# What the task asks:
Once you reach the line that contains "Digitize the connectivity", retype it and each later line exactly as written, stopping only at the end of the listing.
════════
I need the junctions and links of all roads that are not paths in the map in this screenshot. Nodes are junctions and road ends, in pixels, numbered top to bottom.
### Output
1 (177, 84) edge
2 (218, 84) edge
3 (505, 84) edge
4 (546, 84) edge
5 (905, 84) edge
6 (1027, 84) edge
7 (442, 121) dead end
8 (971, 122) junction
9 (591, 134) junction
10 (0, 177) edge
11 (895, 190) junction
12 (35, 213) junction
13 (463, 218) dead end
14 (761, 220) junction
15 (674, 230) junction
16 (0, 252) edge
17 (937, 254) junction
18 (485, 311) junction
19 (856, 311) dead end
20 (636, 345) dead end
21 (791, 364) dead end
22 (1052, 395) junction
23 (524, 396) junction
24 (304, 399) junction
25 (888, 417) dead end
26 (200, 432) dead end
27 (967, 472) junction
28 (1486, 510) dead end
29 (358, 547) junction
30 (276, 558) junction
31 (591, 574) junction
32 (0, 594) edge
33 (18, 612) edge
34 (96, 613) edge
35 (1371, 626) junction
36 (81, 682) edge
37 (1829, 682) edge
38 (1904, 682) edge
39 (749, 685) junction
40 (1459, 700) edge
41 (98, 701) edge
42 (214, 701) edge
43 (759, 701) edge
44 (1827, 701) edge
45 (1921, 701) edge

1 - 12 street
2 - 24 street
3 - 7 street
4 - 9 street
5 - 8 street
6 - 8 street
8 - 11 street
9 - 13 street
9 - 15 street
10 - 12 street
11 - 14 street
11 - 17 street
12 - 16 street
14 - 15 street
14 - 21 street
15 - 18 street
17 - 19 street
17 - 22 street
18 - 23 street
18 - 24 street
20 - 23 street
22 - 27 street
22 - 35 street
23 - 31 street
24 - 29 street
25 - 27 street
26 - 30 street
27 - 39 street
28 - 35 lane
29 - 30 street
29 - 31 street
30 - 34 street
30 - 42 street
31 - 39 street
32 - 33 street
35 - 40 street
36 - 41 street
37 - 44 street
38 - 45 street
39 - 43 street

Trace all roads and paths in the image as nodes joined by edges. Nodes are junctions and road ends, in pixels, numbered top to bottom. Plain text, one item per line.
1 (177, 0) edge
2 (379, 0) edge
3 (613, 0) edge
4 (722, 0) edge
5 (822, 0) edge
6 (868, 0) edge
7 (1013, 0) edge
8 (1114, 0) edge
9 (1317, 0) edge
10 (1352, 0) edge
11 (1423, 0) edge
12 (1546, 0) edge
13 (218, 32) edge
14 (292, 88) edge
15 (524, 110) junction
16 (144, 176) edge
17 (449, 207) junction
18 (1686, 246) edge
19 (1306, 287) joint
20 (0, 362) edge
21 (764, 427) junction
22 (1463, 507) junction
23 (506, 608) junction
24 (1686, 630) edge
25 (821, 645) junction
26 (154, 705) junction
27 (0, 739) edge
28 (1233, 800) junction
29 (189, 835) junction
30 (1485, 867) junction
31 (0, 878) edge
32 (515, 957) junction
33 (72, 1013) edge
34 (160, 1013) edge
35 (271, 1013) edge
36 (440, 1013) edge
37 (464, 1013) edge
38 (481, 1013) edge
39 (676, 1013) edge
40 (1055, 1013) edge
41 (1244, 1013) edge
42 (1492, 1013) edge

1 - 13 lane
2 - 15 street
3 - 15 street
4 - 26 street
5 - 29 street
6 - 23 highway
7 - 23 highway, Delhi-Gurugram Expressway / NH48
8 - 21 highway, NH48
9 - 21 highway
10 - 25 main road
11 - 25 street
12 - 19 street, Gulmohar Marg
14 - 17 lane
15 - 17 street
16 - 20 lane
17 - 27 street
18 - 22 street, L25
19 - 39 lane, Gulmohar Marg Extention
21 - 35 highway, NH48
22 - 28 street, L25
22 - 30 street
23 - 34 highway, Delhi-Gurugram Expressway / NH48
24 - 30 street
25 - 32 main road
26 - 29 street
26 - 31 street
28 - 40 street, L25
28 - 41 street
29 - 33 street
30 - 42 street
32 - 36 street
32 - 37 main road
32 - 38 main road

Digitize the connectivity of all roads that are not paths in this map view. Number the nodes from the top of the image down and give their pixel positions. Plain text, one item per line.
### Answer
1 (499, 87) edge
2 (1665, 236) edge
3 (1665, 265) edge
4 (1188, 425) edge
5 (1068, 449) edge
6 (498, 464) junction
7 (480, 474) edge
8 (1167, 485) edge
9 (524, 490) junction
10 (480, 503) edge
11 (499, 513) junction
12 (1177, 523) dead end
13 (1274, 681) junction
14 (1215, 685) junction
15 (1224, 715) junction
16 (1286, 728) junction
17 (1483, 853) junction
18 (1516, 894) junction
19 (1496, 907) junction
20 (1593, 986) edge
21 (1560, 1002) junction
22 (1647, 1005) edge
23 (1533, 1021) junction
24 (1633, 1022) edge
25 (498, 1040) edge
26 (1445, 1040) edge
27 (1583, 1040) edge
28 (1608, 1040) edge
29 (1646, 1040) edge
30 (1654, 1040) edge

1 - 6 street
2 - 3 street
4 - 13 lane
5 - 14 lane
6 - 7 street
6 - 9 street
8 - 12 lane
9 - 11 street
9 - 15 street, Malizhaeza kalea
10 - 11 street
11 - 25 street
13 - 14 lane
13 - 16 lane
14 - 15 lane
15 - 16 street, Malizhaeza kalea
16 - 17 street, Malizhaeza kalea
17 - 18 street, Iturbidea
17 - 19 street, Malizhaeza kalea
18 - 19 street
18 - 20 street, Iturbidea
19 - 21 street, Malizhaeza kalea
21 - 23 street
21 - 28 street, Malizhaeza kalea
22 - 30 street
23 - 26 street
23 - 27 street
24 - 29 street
════════
# Result of this exercise:
Digitize the connectivity of all roads that are not paths in this map view. Number the nodes from the top of the image down and give their pixel positions. Plain text, one item per line.
### Answer
1 (499, 87) edge
2 (1665, 236) edge
3 (1665, 265) edge
4 (1188, 425) edge
5 (1068, 449) edge
6 (498, 464) junction
7 (480, 474) edge
8 (1167, 485) edge
9 (524, 490) junction
10 (480, 503) edge
11 (499, 513) junction
12 (1177, 523) dead end
13 (1274, 681) junction
14 (1215, 685) junction
15 (1224, 715) junction
16 (1286, 728) junction
17 (1483, 853) junction
18 (1516, 894) junction
19 (1496, 907) junction
20 (1593, 986) edge
21 (1560, 1002) junction
22 (1647, 1005) edge
23 (1533, 1021) junction
24 (1633, 1022) edge
25 (498, 1040) edge
26 (1445, 1040) edge
27 (1583, 1040) edge
28 (1608, 1040) edge
29 (1646, 1040) edge
30 (1654, 1040) edge

1 - 6 street
2 - 3 street
4 - 13 lane
5 - 14 lane
6 - 7 street
6 - 9 street
8 - 12 lane
9 - 11 street
9 - 15 street, Malizhaeza kalea
10 - 11 street
11 - 25 street
13 - 14 lane
13 - 16 lane
14 - 15 lane
15 - 16 street, Malizhaeza kalea
16 - 17 street, Malizhaeza kalea
17 - 18 street, Iturbidea
17 - 19 street, Malizhaeza kalea
18 - 19 street
18 - 20 street, Iturbidea
19 - 21 street, Malizhaeza kalea
21 - 23 street
21 - 28 street, Malizhaeza kalea
22 - 30 street
23 - 26 street
23 - 27 street
24 - 29 street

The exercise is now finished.